Painting Sahsima

Back to the transformer stone, Sahsima,  on Harling Point. This time I was trying out my “new” 24mm lens on some landscapes at the Chinese Cemetery. The lens is an old Nikkor which I have modified and adapted to my Canon body as described in a recent post.

I went to the cemetery near sundown with two wide-angle lenses, the Nikkor 24mm and a Takumar screw mount 35mm which I have also modified for use on the Canon. I will probably show some shots from that lens in the near future. I don’t think it’s as good a lens as the 24mm, but still high quality. As I was nearing the end of my time there, with numb fingers from having left my gloves behind, a man showed up with his palette and canvas and brushes and set up to paint Sahsima and Trial Island as the sun finished setting behind him and the scene he was painting. He was moving fast and constantly and got much of his painting done in about 5 minutes while I was photographing!

I was not quite done as the sky was getting interesting and I found that he was in some of the shots I wanted to take. I decided to not work around him but use him for scale. These are some of the shots I took – he made a good subject with his dynamic body movements. Sahsima is the rock in the distance and is much larger than the one in the foreground which has no legend associated with it, at least not that I have heard about. This location is marked on this map and if you click on the markers you will get more information and links to other posts of mine about these places.

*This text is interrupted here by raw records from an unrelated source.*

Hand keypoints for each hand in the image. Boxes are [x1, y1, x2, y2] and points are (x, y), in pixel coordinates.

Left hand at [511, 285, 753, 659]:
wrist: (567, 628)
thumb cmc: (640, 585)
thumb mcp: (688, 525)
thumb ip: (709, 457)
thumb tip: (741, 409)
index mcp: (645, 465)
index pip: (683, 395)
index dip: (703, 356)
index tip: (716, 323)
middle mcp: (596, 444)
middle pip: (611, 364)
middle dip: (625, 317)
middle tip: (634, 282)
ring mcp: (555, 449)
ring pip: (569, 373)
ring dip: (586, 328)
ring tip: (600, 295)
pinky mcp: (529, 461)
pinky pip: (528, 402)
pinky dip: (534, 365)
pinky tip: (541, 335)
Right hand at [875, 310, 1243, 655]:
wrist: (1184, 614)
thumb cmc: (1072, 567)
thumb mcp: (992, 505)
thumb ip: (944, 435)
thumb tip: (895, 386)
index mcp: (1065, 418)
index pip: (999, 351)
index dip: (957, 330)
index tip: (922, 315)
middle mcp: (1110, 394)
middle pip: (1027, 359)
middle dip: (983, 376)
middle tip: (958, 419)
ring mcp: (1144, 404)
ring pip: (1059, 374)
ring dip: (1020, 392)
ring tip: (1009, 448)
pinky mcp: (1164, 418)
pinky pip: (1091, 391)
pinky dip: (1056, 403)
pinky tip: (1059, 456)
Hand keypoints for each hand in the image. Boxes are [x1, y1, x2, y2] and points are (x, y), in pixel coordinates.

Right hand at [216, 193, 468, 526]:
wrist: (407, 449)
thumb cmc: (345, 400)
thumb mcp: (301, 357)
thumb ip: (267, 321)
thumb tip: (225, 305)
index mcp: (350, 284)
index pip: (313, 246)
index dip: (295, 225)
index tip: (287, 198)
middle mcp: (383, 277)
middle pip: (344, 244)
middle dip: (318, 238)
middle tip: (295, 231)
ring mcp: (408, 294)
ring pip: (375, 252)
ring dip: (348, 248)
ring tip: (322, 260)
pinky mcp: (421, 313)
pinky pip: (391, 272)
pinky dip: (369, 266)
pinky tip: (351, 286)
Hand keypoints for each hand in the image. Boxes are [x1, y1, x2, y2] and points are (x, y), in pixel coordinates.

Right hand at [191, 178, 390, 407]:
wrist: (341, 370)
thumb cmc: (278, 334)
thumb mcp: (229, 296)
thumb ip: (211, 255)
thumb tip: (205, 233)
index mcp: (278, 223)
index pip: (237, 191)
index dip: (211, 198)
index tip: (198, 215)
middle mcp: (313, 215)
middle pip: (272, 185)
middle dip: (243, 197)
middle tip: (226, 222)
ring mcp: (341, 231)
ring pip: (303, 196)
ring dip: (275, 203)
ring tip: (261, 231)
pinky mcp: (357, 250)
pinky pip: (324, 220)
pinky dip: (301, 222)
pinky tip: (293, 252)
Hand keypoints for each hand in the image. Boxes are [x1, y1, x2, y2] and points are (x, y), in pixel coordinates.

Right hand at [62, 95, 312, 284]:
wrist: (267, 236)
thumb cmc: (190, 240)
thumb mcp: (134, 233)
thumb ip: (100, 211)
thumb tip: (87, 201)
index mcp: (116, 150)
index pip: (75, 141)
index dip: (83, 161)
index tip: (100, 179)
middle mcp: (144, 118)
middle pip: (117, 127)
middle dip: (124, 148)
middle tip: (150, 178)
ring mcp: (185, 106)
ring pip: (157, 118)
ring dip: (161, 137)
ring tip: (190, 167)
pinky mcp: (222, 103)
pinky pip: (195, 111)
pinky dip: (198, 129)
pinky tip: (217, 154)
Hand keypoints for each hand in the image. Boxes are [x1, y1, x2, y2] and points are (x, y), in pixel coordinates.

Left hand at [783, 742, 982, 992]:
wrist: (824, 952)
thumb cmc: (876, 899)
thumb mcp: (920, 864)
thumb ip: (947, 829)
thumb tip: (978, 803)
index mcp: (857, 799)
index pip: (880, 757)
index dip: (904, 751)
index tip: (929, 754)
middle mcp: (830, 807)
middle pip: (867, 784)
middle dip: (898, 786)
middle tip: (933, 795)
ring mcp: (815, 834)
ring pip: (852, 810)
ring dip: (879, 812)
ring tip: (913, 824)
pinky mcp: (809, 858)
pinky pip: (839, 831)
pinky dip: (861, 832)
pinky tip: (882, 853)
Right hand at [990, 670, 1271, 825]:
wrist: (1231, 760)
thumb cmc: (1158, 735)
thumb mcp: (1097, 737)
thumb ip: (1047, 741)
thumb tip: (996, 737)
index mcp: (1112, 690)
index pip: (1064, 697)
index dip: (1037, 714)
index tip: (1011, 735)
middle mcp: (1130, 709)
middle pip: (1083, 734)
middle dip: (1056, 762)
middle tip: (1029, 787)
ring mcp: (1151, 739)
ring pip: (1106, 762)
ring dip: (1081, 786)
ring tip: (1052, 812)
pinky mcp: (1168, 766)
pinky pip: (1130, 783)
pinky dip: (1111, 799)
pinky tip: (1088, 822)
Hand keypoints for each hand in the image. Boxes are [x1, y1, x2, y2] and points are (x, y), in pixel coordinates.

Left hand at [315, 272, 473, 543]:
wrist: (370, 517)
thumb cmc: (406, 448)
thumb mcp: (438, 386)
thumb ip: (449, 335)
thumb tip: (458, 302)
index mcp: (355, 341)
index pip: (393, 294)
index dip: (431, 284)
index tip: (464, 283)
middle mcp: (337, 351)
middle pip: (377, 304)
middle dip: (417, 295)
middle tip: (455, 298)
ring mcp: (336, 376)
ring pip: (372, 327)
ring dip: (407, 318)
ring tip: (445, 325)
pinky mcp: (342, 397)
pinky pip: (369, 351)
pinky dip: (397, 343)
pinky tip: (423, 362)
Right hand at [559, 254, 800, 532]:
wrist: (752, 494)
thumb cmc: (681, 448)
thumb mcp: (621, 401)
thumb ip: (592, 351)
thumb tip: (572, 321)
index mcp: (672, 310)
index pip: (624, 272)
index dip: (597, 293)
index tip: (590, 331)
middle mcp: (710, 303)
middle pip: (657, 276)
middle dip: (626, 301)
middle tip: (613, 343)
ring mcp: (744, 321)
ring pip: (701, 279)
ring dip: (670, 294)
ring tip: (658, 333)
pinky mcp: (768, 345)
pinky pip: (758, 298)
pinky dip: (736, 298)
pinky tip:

I have mixed some colour and black & white here, mostly because each has something different to offer and a different feel. I am having fun with the wide-angle lens, making some real rookie mistakes I am sure, learning to keep an eye on the horizon level, figuring out its depth of focus and so on. I am so happy with the lens and it’s so nice to pull forward a nearly obsolete and neglected lens into active use. The only possible problem is that it may focus beyond infinity, though that could be my eyes, or could be the focus confirm chip in the adaptor. I need to do some focussed experiments to find out. I tried, but the shots got all mixed up with the other ones I took and I can not remember what I did. However, that is not much of a problem since it does focus at infinity.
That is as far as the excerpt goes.